On 13th July 2000, the governments of Burundi, Democratic Republic Congo, Tanzania and Zambia approved the first Strategic Action Programme (SAP) for the Protection of Biodiversity and Sustainable Management of the Natural Resources in the Lake Tanganyika and its Basin. The original SAP, developed as part of an initial Global Environment Facility (GEF) supported intervention, formed the basis for new and continuing support from a range of international donors and organisations including the GEF, the United Nations Development Programme (UNDP), the African Development Bank (AfDB), the Nordic Development Fund (NDF), the International Union for Conservation of Nature (IUCN) and the Food and Agriculture Organisation of the United Nations (FAO). This new and continued support continues to make possible implementation of activities under the Lake Tanganyika Regional Integrated Management and Development Programme (LTRIMDP).
To adequately reflect the changes in magnitude and nature of threats to the biodiversity and natural resources in the lake basin over the past decade, the SAP requires regular updating. Both the drafting and updating of the SAP was done through an extensive process of stakeholder consultations, including representatives from local communities, commercial enterprises, national and international nongovernmental organisations, research institutions and universities, parastatal institutions and government ministries. Using data and knowledge derived from scientific studies and field experiences, these stakeholders identified and prioritised threats as well as solutions for the conservation of biodiversity and sustainable management of natural resources in the Lake Tanganyika basin.

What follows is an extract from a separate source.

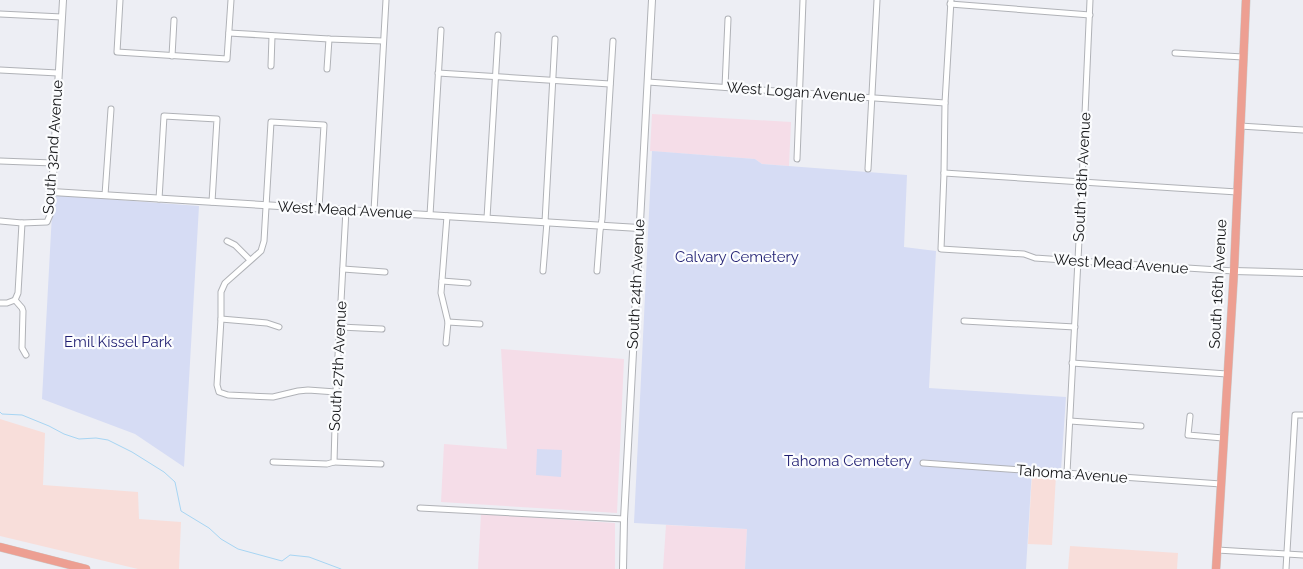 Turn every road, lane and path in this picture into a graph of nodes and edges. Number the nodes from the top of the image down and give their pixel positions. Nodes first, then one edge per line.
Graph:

The SAP incorporates strategies for the riparian countries of Lake Tanganyika to achieve the overall vision: People of the region prospering from a healthy environment in the Lake Tanganyika basin that continues to harbour high levels of biodiversity and provides sufficient natural resources to sustain future generations. This vision is supported by six main environmental quality objectives intended to be achieved by 2035. For each objective, the SAP presents a set of specific targets that are subsequently broken down into a set of strategic actions. Successful future implementation of the SAP will depend on a number of general approaches and conditions. The ecosystem approach is recommended as a way to sustainably integrate management interventions focusing on water, land as well as human aspects.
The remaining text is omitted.